**EXERCISE DETAILS**
Reproduce the records below exactly as shown.

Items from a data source
• • • • • • •

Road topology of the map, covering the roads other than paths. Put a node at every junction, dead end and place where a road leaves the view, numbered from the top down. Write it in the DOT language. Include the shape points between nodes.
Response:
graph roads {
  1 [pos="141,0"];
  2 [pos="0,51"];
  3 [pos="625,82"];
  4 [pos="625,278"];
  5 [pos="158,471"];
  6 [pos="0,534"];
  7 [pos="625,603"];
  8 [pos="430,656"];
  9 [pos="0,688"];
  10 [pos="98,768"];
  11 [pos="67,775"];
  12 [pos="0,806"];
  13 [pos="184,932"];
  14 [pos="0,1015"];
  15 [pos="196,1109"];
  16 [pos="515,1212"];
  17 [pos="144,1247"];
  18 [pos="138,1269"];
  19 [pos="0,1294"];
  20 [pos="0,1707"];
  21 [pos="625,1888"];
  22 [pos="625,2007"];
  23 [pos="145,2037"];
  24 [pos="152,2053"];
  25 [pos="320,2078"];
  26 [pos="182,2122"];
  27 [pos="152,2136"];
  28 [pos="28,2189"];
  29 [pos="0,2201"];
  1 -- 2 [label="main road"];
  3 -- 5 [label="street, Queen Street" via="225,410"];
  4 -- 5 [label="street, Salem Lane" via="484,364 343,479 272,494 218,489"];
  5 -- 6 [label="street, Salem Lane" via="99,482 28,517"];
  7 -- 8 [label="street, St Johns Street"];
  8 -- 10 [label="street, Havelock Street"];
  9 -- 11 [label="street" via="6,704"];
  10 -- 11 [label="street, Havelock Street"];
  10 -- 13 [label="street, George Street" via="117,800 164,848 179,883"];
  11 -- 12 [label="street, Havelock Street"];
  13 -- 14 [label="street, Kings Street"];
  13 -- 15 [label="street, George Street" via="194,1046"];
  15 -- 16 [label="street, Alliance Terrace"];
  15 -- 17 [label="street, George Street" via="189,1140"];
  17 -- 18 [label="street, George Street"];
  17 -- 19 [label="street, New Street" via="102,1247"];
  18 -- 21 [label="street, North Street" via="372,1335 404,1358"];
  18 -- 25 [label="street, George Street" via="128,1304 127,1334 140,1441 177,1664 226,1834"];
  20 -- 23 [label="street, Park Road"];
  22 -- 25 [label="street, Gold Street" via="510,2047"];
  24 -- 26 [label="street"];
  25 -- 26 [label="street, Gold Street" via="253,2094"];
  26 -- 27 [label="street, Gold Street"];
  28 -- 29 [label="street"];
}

• • • • • • •

**TASK ANSWER**
Road topology of the map, covering the roads other than paths. Put a node at every junction, dead end and place where a road leaves the view, numbered from the top down. Write it in the DOT language. Include the shape points between nodes.
Response:
graph roads {
  1 [pos="141,0"];
  2 [pos="0,51"];
  3 [pos="625,82"];
  4 [pos="625,278"];
  5 [pos="158,471"];
  6 [pos="0,534"];
  7 [pos="625,603"];
  8 [pos="430,656"];
  9 [pos="0,688"];
  10 [pos="98,768"];
  11 [pos="67,775"];
  12 [pos="0,806"];
  13 [pos="184,932"];
  14 [pos="0,1015"];
  15 [pos="196,1109"];
  16 [pos="515,1212"];
  17 [pos="144,1247"];
  18 [pos="138,1269"];
  19 [pos="0,1294"];
  20 [pos="0,1707"];
  21 [pos="625,1888"];
  22 [pos="625,2007"];
  23 [pos="145,2037"];
  24 [pos="152,2053"];
  25 [pos="320,2078"];
  26 [pos="182,2122"];
  27 [pos="152,2136"];
  28 [pos="28,2189"];
  29 [pos="0,2201"];
  1 -- 2 [label="main road"];
  3 -- 5 [label="street, Queen Street" via="225,410"];
  4 -- 5 [label="street, Salem Lane" via="484,364 343,479 272,494 218,489"];
  5 -- 6 [label="street, Salem Lane" via="99,482 28,517"];
  7 -- 8 [label="street, St Johns Street"];
  8 -- 10 [label="street, Havelock Street"];
  9 -- 11 [label="street" via="6,704"];
  10 -- 11 [label="street, Havelock Street"];
  10 -- 13 [label="street, George Street" via="117,800 164,848 179,883"];
  11 -- 12 [label="street, Havelock Street"];
  13 -- 14 [label="street, Kings Street"];
  13 -- 15 [label="street, George Street" via="194,1046"];
  15 -- 16 [label="street, Alliance Terrace"];
  15 -- 17 [label="street, George Street" via="189,1140"];
  17 -- 18 [label="street, George Street"];
  17 -- 19 [label="street, New Street" via="102,1247"];
  18 -- 21 [label="street, North Street" via="372,1335 404,1358"];
  18 -- 25 [label="street, George Street" via="128,1304 127,1334 140,1441 177,1664 226,1834"];
  20 -- 23 [label="street, Park Road"];
  22 -- 25 [label="street, Gold Street" via="510,2047"];
  24 -- 26 [label="street"];
  25 -- 26 [label="street, Gold Street" via="253,2094"];
  26 -- 27 [label="street, Gold Street"];
  28 -- 29 [label="street"];
}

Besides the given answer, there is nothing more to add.